• **Directions**: Look through the listing and locate every line containing the word "other"; copy those lines.

• **Data to process**:
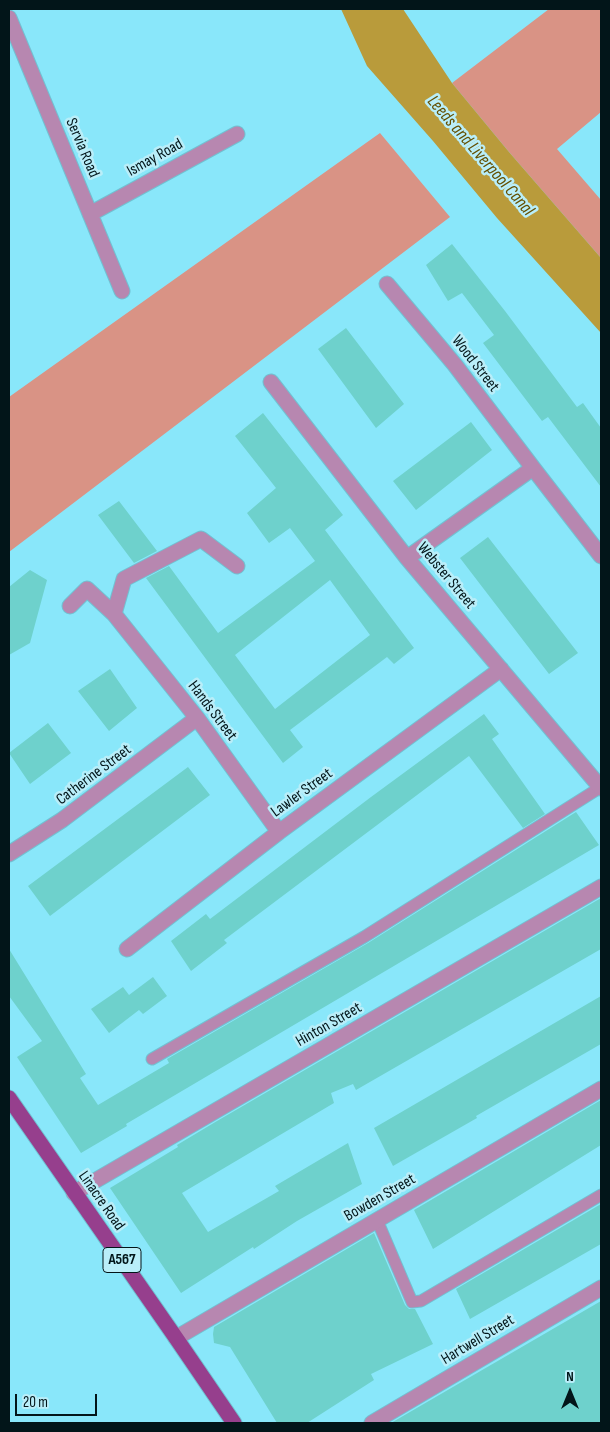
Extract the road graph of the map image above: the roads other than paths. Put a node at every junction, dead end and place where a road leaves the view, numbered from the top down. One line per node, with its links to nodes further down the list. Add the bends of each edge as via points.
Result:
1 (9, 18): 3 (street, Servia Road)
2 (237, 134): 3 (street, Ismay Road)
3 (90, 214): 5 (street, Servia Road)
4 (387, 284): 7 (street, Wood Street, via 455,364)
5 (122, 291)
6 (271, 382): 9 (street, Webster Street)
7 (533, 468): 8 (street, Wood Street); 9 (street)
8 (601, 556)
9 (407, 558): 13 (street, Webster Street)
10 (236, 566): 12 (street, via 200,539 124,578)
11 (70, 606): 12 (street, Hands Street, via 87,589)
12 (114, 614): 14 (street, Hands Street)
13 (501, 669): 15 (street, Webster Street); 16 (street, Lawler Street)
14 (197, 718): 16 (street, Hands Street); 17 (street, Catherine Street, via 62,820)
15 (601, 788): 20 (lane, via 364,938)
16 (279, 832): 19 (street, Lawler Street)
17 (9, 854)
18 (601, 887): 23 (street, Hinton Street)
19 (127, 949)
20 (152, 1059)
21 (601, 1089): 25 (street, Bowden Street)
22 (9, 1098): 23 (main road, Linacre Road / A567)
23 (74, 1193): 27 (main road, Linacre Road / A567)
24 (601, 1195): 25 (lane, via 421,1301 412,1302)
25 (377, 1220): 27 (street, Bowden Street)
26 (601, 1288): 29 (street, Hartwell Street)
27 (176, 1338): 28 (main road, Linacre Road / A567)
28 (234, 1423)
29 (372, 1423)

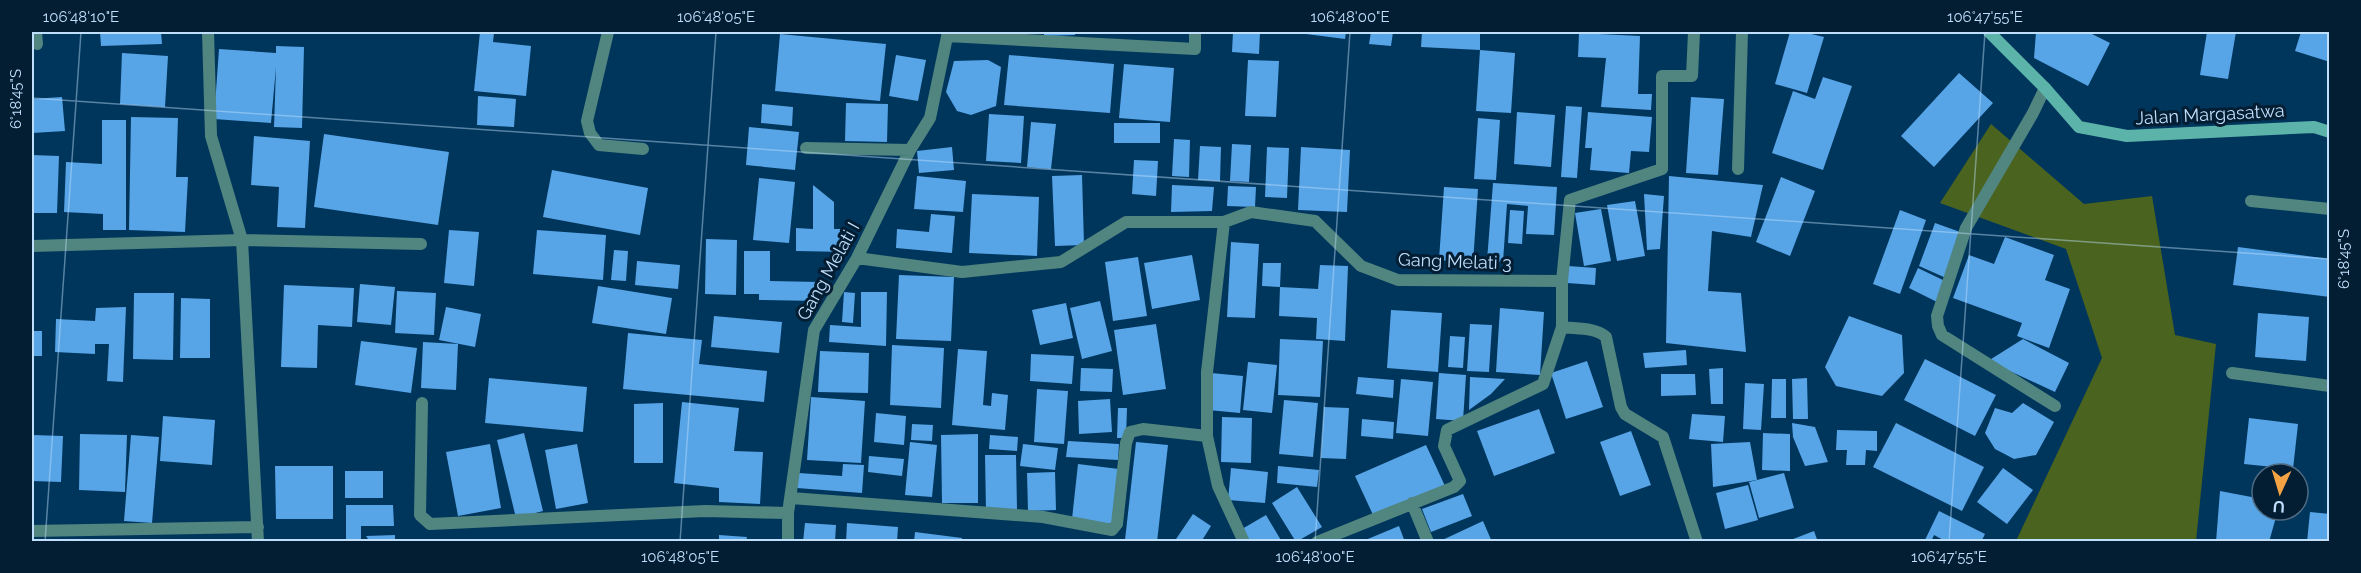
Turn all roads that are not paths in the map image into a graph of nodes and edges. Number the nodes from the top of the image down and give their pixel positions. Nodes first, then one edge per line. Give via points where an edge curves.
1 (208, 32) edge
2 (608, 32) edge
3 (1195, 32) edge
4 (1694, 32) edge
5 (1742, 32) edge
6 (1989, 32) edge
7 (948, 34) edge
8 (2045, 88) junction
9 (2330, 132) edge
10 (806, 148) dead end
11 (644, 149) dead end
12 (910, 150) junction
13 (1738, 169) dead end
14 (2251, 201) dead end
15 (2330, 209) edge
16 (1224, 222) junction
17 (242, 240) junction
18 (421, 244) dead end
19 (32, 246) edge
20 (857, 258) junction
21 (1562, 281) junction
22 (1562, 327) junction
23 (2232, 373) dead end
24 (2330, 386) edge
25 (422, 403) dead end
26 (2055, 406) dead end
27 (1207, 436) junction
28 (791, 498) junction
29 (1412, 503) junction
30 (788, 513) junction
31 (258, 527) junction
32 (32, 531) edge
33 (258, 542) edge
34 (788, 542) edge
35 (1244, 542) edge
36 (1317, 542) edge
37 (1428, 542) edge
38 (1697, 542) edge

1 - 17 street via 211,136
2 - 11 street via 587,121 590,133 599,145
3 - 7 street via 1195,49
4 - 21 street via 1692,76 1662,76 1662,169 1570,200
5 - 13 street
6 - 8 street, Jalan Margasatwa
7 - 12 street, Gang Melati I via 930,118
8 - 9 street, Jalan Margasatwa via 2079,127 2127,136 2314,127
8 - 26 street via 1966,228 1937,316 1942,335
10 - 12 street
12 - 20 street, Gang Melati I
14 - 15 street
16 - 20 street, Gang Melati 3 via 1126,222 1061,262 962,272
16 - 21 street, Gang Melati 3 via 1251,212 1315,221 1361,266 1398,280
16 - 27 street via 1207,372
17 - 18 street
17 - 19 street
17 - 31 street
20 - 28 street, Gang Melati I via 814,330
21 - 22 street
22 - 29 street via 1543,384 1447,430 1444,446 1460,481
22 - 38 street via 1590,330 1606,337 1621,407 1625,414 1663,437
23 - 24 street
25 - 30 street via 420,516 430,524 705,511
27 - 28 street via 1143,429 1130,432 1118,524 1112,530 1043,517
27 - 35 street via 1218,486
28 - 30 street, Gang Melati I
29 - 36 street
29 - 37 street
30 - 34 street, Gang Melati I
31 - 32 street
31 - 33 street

---

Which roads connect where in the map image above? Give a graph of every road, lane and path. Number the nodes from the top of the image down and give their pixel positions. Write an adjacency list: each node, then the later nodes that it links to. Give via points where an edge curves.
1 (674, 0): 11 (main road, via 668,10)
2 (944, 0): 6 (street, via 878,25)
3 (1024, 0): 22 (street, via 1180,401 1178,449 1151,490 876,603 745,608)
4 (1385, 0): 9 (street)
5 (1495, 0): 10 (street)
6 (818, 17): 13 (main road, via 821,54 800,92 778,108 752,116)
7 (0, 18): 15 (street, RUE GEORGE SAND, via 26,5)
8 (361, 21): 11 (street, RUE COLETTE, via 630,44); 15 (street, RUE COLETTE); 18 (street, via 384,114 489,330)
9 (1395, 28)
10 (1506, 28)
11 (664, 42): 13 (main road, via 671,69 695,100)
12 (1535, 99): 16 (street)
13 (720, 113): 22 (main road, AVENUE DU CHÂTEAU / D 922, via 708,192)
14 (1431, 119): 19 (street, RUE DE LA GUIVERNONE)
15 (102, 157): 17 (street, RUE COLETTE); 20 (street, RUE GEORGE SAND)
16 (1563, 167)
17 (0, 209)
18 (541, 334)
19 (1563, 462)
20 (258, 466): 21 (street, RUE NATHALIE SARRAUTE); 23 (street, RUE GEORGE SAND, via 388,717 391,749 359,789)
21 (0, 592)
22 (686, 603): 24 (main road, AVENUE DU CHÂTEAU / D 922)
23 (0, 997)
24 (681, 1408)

---

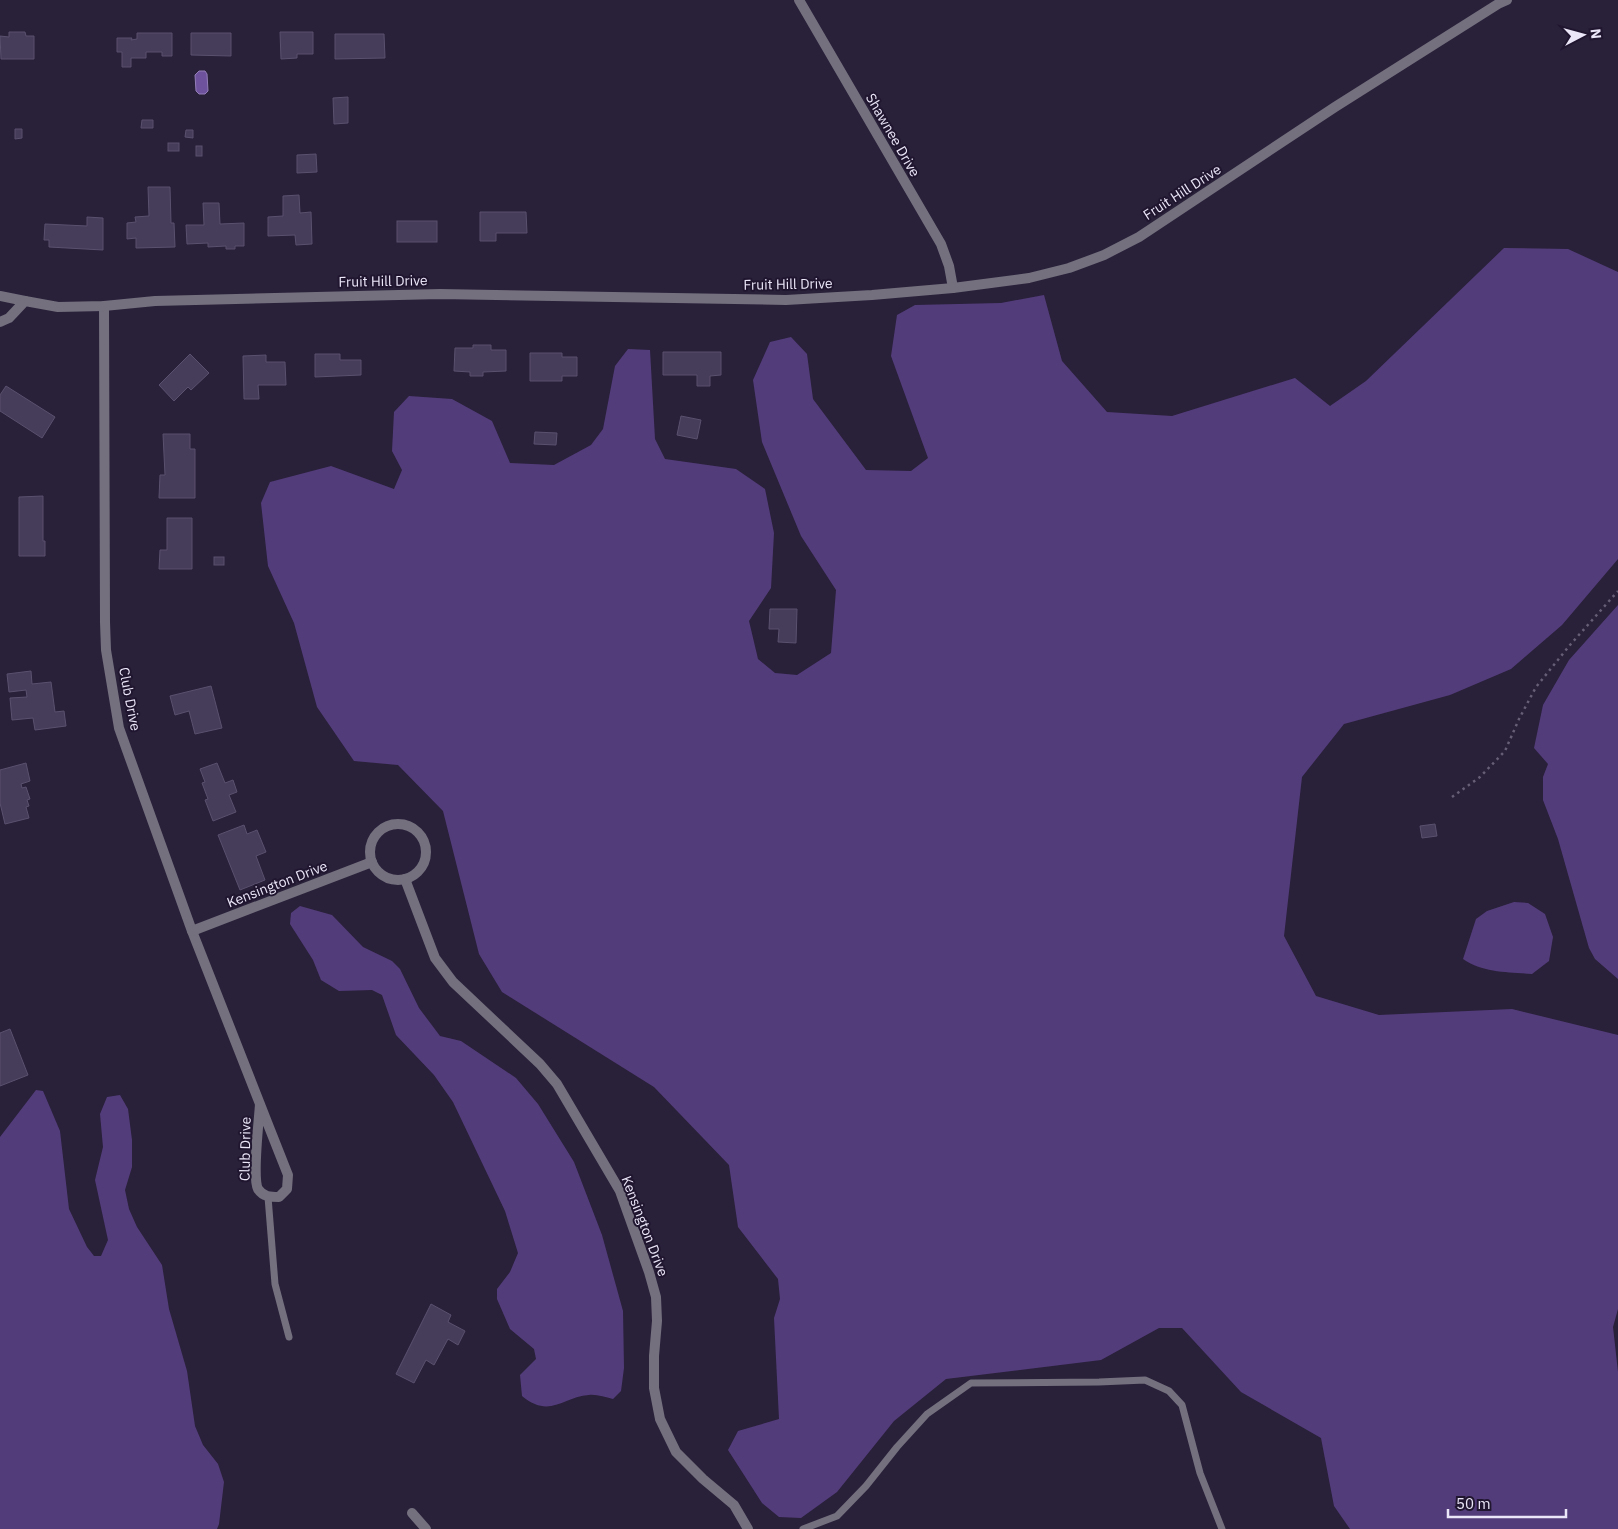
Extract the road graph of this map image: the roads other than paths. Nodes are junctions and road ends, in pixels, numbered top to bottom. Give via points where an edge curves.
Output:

• **Result for this exercise**:
Extract the road graph of the map image above: the roads other than paths. Put a node at every junction, dead end and place where a road leaves the view, numbered from the top down. One line per node, with its links to nodes further down the list. Add the bends of each edge as via points.
Extract the road graph of this map image: the roads other than paths. Nodes are junctions and road ends, in pixels, numbered top to bottom. Give via points where an edge curves.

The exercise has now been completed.